Cost saving: $900 a year
Make it happen: “Become a serial gym trialler,” says Gott. “This involves using discount vouchers for a certain number of weeks at various local gyms, which normally includes a certain amount of classes, workouts and sometimes personal training, too.”
She says the best part of this arrangement is that, should you like one of the gyms, the company is more likely to offer you a great deal to stay on.
Watch out for: Be aware that gym trials don’t include the fitness assessments you’d expect when signing on full time
Cost saving: $400 a year
Make it happen: Community gyms like your local YMCA offer great facilities and classes for less than the price of a membership at brand name gyms. Like clothes, gyms have labels that can bump up the price of memberships without any notable benefits.
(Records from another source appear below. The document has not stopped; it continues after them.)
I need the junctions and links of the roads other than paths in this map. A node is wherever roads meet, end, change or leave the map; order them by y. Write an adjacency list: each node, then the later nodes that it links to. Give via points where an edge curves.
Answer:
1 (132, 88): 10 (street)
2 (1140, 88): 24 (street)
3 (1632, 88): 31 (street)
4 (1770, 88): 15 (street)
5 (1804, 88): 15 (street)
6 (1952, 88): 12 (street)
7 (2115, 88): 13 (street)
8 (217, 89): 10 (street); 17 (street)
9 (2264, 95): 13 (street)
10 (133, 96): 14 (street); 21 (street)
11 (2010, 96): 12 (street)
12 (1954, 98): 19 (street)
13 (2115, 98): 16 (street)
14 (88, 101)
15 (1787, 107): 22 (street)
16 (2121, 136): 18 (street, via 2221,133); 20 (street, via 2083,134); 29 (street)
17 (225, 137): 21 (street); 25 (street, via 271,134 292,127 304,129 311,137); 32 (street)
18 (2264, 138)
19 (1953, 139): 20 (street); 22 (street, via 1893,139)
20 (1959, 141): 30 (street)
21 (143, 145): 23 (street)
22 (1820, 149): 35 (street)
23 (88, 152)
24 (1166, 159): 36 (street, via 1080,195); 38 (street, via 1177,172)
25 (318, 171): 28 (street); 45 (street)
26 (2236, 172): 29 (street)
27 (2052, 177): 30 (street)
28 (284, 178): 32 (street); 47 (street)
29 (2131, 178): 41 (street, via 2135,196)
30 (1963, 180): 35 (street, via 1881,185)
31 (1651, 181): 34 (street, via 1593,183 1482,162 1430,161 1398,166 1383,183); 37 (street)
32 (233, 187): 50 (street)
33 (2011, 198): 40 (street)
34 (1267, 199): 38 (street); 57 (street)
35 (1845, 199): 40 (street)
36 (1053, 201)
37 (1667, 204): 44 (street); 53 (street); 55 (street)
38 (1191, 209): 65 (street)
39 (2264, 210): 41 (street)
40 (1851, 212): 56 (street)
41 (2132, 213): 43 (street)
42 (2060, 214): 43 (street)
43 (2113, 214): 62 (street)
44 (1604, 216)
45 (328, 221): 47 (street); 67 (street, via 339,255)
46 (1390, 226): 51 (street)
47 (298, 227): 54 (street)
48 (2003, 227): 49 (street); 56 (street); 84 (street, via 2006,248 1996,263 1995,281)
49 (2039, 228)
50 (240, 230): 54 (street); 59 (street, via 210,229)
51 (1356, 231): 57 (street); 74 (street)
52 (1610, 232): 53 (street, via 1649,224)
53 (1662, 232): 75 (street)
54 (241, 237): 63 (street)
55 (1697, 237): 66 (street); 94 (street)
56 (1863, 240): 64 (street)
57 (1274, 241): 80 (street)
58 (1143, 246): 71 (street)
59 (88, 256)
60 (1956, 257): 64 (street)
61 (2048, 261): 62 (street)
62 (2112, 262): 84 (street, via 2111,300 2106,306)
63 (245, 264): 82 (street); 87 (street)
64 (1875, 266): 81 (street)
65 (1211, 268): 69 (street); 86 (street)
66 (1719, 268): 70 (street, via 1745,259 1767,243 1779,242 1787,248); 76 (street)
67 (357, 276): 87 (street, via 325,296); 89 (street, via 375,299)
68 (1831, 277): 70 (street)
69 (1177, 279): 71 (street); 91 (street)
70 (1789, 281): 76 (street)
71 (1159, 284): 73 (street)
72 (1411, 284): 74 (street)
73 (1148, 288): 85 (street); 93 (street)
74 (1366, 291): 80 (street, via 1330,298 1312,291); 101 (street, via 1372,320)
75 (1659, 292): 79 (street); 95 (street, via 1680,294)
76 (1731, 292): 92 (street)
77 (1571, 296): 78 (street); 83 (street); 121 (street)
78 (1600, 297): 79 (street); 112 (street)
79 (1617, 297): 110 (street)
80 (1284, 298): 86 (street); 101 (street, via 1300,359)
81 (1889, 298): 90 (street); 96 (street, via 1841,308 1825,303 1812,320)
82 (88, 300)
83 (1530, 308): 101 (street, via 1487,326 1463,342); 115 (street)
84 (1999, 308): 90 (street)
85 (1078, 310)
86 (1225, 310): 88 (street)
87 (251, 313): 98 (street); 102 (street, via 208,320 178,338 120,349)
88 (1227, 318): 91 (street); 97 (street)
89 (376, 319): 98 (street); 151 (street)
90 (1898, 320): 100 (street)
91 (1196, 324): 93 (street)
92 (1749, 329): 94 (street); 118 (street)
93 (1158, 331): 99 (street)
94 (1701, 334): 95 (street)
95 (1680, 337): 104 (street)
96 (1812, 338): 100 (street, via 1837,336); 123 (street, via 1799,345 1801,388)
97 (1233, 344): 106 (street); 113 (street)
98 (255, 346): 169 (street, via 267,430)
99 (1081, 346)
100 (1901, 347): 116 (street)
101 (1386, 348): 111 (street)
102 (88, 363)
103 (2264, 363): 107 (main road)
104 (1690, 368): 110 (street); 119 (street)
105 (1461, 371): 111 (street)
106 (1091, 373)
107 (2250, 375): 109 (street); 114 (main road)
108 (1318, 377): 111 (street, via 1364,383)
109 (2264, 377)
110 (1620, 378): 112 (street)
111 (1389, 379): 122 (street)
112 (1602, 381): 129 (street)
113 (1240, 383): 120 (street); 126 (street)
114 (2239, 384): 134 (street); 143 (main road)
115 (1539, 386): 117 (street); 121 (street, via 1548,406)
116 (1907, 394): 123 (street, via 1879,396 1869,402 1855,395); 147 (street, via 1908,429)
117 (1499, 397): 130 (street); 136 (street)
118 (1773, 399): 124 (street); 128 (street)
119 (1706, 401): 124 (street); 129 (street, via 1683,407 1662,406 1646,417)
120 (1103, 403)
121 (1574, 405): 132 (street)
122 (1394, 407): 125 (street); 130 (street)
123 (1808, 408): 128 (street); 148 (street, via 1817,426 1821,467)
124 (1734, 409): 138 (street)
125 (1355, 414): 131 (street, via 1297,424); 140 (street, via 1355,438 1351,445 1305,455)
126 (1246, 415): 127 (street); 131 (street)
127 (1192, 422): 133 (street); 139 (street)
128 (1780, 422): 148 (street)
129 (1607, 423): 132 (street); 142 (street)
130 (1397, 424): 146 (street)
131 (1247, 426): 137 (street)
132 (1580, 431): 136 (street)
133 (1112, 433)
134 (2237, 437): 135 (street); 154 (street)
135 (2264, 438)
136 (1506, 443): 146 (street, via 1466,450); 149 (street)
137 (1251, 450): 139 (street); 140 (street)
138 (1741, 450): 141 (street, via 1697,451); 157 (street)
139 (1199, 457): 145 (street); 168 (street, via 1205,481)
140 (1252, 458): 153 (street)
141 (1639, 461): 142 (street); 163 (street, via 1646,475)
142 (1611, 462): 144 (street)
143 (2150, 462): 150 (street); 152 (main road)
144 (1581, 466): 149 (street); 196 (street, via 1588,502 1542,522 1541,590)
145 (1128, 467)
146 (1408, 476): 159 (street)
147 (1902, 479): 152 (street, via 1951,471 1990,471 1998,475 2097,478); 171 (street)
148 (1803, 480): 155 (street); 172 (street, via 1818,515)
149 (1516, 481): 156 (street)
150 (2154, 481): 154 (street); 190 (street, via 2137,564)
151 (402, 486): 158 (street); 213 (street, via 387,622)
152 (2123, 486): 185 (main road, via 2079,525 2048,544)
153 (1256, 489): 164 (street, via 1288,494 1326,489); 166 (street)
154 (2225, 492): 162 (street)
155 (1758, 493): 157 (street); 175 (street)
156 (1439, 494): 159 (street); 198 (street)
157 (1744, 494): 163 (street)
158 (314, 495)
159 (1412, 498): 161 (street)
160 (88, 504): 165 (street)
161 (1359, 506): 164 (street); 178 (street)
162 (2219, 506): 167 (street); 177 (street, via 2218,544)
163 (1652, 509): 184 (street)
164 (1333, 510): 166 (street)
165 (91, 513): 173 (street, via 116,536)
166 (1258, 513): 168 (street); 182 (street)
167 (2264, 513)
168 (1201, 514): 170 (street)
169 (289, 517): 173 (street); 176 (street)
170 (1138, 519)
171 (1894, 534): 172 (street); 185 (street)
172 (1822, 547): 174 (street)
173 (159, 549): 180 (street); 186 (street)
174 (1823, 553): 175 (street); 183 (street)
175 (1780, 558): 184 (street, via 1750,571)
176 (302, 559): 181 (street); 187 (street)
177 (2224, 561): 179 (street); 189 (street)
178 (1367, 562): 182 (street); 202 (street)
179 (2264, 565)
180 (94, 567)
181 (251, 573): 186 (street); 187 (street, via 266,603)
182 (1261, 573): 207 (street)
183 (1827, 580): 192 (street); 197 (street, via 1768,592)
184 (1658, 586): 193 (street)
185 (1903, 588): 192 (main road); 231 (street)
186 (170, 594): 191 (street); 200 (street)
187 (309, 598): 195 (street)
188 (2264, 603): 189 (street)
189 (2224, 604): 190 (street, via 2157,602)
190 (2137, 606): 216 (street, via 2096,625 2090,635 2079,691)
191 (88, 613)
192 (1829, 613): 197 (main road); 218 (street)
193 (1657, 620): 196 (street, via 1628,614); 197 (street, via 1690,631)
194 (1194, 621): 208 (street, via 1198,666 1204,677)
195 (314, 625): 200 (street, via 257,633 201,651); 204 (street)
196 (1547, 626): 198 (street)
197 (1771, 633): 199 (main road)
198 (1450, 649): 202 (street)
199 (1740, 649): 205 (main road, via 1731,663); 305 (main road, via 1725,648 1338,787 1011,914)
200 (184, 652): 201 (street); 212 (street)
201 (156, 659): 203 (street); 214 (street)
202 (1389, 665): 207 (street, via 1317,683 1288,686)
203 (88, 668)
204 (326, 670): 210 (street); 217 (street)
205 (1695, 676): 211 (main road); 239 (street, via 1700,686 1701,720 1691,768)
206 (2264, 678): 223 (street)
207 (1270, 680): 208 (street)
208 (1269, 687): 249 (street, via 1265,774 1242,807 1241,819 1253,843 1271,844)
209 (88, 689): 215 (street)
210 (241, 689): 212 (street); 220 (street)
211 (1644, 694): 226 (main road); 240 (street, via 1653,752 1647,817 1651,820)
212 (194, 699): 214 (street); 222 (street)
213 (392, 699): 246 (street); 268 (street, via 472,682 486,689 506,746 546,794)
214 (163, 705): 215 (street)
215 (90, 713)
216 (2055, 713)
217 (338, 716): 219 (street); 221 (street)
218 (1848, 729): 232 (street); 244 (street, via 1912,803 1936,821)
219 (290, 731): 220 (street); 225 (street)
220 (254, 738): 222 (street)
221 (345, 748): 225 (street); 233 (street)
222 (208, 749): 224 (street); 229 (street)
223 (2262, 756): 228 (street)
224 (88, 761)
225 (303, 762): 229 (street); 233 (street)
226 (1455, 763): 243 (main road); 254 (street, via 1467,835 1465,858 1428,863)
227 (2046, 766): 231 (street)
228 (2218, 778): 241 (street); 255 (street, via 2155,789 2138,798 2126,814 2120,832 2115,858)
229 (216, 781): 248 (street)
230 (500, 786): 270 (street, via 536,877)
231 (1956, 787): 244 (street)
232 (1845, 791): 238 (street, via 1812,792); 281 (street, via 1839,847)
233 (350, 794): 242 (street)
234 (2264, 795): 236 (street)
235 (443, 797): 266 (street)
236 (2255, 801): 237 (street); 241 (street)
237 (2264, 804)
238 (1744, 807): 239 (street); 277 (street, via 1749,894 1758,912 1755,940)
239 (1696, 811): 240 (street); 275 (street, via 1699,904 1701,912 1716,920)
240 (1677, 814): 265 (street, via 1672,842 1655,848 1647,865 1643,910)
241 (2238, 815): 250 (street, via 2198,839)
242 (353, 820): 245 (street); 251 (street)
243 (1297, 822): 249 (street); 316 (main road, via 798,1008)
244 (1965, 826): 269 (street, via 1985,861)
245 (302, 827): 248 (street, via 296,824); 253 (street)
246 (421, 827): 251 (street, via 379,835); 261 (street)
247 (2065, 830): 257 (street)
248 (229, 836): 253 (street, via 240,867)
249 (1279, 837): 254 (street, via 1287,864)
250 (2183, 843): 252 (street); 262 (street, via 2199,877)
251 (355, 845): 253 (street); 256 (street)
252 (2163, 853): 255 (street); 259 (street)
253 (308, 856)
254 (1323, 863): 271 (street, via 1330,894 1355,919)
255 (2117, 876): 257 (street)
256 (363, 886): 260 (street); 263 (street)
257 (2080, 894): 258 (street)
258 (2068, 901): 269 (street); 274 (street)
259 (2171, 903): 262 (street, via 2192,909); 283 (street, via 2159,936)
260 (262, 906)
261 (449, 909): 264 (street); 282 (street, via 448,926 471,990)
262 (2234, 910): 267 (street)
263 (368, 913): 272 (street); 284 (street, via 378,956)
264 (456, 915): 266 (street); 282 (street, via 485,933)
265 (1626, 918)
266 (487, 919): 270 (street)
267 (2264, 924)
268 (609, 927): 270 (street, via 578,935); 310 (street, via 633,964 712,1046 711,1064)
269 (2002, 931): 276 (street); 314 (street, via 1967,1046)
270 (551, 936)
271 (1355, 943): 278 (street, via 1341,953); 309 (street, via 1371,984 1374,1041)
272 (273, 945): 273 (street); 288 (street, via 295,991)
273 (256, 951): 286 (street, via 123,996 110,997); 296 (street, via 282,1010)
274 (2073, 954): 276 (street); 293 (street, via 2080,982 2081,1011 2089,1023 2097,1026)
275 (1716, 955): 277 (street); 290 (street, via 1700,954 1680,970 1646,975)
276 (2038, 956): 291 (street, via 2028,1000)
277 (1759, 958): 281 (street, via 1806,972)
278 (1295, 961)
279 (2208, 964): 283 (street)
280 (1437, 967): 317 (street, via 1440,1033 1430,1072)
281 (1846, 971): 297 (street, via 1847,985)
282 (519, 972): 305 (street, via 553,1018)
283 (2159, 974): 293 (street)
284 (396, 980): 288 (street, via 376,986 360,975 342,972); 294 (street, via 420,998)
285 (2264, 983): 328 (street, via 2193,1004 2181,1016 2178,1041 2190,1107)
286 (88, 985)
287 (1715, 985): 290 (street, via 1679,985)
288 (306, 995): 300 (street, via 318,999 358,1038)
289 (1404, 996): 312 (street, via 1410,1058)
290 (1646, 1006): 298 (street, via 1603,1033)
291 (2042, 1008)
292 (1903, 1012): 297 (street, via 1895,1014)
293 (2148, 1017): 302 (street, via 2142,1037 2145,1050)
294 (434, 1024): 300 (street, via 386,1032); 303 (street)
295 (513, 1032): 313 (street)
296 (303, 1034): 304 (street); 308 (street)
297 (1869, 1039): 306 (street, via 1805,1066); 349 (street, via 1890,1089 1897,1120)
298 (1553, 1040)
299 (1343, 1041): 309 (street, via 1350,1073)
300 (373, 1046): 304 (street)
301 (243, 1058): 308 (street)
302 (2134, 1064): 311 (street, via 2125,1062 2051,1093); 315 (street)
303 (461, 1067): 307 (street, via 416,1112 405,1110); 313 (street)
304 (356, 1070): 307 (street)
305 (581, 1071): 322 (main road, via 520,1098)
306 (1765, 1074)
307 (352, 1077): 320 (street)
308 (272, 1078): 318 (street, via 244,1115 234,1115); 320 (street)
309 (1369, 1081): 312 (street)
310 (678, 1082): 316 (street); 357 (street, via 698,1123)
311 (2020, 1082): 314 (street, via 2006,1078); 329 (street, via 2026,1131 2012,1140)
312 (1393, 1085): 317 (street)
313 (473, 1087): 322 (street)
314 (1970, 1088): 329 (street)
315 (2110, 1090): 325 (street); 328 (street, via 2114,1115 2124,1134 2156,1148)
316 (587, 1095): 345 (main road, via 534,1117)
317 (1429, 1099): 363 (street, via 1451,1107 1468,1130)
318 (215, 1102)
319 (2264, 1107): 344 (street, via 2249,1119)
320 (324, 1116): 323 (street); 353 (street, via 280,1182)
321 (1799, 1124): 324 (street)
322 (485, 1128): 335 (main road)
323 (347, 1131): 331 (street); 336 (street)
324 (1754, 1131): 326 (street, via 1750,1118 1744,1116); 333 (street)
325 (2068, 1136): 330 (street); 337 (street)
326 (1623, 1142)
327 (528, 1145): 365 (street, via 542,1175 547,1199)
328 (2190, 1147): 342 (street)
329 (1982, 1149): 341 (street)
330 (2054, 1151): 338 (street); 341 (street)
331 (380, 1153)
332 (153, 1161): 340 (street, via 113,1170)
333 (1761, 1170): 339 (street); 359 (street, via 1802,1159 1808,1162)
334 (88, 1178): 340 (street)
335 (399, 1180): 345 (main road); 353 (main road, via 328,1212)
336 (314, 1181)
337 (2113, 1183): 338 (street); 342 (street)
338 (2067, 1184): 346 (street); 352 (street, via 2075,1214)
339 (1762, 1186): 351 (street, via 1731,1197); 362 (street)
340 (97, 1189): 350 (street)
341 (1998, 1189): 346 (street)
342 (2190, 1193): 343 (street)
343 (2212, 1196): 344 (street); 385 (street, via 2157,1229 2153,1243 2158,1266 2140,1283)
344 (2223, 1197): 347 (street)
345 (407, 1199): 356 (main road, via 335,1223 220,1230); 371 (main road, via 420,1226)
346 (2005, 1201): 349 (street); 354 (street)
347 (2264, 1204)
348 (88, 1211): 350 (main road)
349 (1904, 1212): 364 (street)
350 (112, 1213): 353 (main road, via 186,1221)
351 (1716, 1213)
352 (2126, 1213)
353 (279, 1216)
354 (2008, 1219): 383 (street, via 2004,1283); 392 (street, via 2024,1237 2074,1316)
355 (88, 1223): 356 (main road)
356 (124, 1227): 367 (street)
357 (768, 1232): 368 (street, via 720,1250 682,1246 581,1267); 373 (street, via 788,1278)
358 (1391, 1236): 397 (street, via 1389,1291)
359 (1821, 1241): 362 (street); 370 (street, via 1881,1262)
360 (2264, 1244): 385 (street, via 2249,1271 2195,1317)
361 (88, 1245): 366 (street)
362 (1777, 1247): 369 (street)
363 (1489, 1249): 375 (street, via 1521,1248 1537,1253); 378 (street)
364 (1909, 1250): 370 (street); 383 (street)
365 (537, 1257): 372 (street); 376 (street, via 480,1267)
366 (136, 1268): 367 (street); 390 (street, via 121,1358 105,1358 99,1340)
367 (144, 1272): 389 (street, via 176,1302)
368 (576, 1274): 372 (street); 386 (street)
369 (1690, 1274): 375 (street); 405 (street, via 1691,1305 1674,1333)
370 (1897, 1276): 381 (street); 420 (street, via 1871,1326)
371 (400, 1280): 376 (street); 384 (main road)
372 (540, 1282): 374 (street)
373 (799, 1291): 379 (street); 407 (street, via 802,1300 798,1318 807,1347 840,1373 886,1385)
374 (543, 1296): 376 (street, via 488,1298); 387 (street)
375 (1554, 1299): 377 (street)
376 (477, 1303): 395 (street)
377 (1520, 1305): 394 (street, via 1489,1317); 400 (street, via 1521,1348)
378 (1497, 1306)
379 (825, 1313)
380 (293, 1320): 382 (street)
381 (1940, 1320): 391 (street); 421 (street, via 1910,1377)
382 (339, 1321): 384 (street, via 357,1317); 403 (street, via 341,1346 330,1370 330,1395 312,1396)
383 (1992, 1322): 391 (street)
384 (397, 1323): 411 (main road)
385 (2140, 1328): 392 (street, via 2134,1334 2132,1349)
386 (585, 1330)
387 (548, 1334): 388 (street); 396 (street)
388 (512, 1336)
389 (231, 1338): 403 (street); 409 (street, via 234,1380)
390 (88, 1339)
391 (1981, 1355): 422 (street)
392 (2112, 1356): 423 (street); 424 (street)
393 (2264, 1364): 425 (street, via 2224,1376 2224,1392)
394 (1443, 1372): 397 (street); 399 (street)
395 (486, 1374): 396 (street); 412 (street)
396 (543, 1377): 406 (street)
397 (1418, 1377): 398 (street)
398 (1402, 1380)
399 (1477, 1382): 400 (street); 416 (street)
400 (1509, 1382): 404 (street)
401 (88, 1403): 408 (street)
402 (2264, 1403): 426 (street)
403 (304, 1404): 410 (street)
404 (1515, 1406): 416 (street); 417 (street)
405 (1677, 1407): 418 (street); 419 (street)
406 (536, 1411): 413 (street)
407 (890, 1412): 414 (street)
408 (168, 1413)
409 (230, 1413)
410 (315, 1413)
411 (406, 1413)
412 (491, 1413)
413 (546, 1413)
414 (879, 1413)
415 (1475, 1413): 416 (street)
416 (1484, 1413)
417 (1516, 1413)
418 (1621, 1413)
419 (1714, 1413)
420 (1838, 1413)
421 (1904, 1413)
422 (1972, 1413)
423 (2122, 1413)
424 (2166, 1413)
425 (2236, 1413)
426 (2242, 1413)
“The YMCA is affordable, but the variety it offers also means that you’re making the most of that membership fee,” says Amber McSwiney from YMCA Victoria. “Many YMCA centres offer a pool as well as a gym and group fitness. Family memberships are available, which means you can make it a one-stop-shop for the whole family.”
Watch out for: If you’re after particular equipment or fitness classes, check before you sign on as some community gyms offer more limited facilities than their fancier, more expensive brand name cousins.
Cost saving: $800 a year
Make it happen: Bring the gym to your lounge room. Sounds a little couch potato...or does it? Offering aerobics, strength training, yoga and balance games, the ubiquitous Wii Fit sits next to the telly in more than one million Australian lounge rooms. According to Leverett, while the initial outlay isn’t cheap, in the long run ‘exer-gaming’ is more than a wee bit cheaper than fitness classes.
Researchers at the University of Wisconsin found that of six Wii Fit activities tested, Island Run and Free Run reported the highest energy expenditure, burning 165 calories in 30 minutes. The remaining four each burned a minimum of 99 calories in the same time.
If you’re unsure about Wii Fit, Bentley recommends good old workout DVDs as an effective alternative. “You will often find them on eBay cheap, but it’s important to make sure they are fun. Zumba DVDs are a great example of this. Make sure you schedule this type of workout into your week and don’t think about it, just do it.”
Watch out for: Wii Fit provides a moderate workout, so don’t rely on it for all your fitness needs.